Thursday, May 8, 2014

ART: Craig Stevens (October Issue 2013)




What’s on your bucket list?  Skydiving, African safari, see Holland in bloom?  I have not yet made my list, but a few things I think I would start with would be to summer in Italy, busk on Jackson Square in New Orleans and maybe write a song with The Avett Brothers.   One can dream.   However, this month’s artist, Craig Stevens, says that the things on his bucket list are to write a book or poetry or anything else he can create that will last longer than he does.  He feels that he has had plenty of experiences.  His aspirations are all about producing something from within himself. 

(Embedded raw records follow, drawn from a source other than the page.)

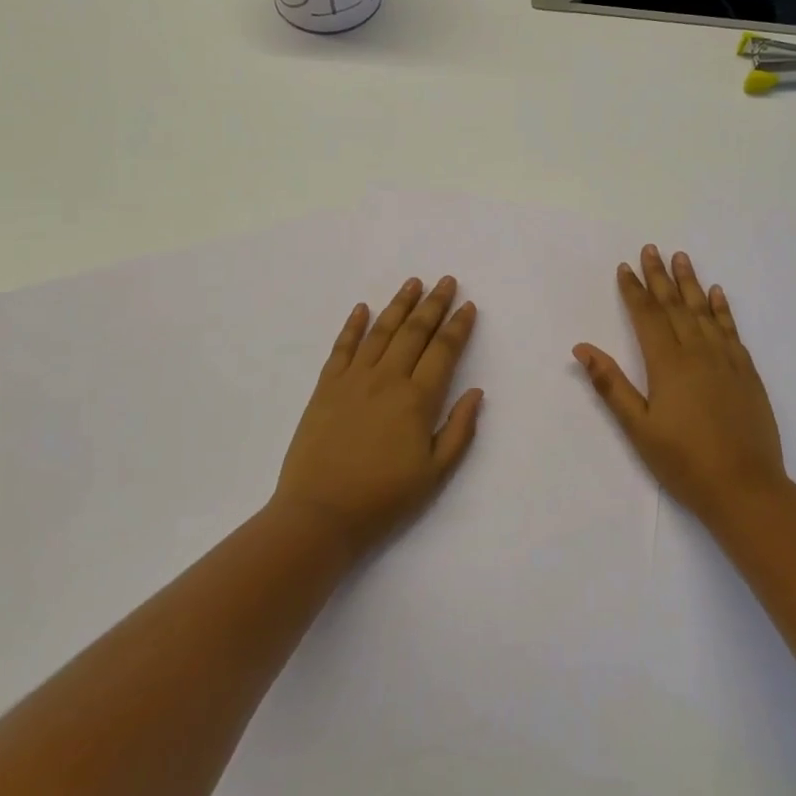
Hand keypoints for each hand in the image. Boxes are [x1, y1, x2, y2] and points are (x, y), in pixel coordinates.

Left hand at [272, 276, 482, 557]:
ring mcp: (353, 379)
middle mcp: (387, 379)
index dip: (458, 326)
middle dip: (433, 304)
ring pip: (381, 331)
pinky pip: (342, 347)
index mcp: (417, 399)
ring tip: (413, 283)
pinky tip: (362, 308)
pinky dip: (353, 325)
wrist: (320, 514)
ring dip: (399, 304)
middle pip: (414, 331)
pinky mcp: (326, 387)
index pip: (443, 351)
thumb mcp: (435, 474)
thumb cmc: (383, 498)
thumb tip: (476, 392)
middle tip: (446, 280)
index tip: (468, 305)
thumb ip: (459, 430)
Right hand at [574, 245, 787, 525]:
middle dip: (659, 276)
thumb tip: (582, 347)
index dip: (634, 291)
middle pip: (674, 305)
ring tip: (681, 257)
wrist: (746, 488)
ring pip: (704, 311)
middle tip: (650, 249)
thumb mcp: (639, 428)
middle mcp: (697, 352)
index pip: (647, 316)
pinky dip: (722, 309)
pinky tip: (717, 294)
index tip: (625, 267)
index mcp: (667, 364)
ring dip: (690, 283)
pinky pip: (731, 330)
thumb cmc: (684, 462)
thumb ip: (611, 385)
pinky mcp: (747, 372)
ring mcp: (726, 360)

Craig started painting in high school and then helped pay his way through college, as an artist at the University of Tennessee.  Now living in Franklin, he is an engineer, which fits his personality well.  He is a very reserved, highly intelligent “Dockers and Polos” kind of guy.  Ok, I don’t really know what the labels on his clothes say, but you know what I mean.  My point is, you do not really see the artist in Craig, until your eyes meet what he can put onto a canvas.  It is quite impressive and very eclectic.  Craig is a realistic, surrealistic, impressionistic and abstract artist.  He prefers realism over all.  He wants his paintings to appear like a photo.  I asked him why he doesn’t just do photography.  “I like to take what would be in a picture and make it better,” he said.  “I take out parking lots and add more trees and country.“  He does not care to paint portraits, because it takes a lot more thought and effort.  Craig likes art to not to feel like work.  He says he works enough, and painting is a Craig’s method for lowering stress.

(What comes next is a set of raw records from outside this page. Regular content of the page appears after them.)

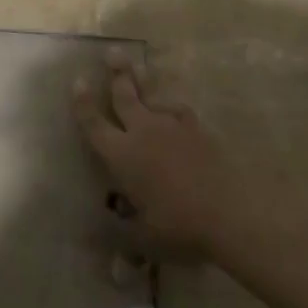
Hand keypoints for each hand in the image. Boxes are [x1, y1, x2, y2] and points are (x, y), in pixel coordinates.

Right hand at [73, 48, 239, 260]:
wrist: (230, 212)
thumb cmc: (178, 226)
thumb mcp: (144, 239)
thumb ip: (120, 239)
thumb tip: (100, 255)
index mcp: (121, 155)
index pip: (94, 124)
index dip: (82, 104)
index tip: (77, 81)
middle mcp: (142, 132)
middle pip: (124, 96)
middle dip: (116, 74)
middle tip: (112, 52)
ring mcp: (172, 127)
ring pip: (152, 96)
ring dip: (143, 81)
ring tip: (139, 67)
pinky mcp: (198, 130)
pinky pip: (179, 110)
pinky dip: (171, 107)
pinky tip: (172, 109)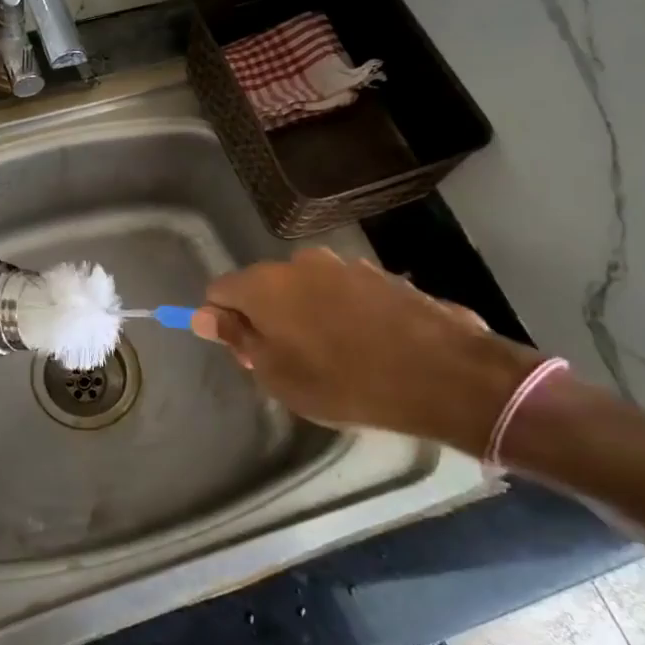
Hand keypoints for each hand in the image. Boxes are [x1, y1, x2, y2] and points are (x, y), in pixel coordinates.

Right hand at [191, 247, 541, 452]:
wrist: (441, 374)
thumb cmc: (343, 382)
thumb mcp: (278, 374)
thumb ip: (238, 338)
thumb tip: (204, 314)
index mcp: (265, 285)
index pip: (220, 290)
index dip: (223, 321)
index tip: (246, 352)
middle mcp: (299, 263)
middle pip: (264, 287)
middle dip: (266, 318)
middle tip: (288, 362)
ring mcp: (343, 264)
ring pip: (305, 288)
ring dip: (306, 314)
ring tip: (333, 356)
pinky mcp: (379, 274)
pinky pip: (341, 292)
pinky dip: (341, 312)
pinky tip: (365, 345)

My favorite painting of Craig’s is the scene from Little Shop of Horrors (pictured right).  I think he did an excellent job, and I was impressed by it so much that I have put him in contact with the TPAC to paint a piece for their upcoming show Million Dollar Quartet.  It will be displayed during the show and auctioned off for charity.   I’m hoping that this is just the beginning of a theatrical series from him.  Craig says he likes to paint what people like so that it feels like home.  I’m not sure that the threat of being eaten by a bloodthirsty plant from outer space feels like home to me, nor is that on my bucket list; but I sure would like it to be hanging in my home.  One can dream.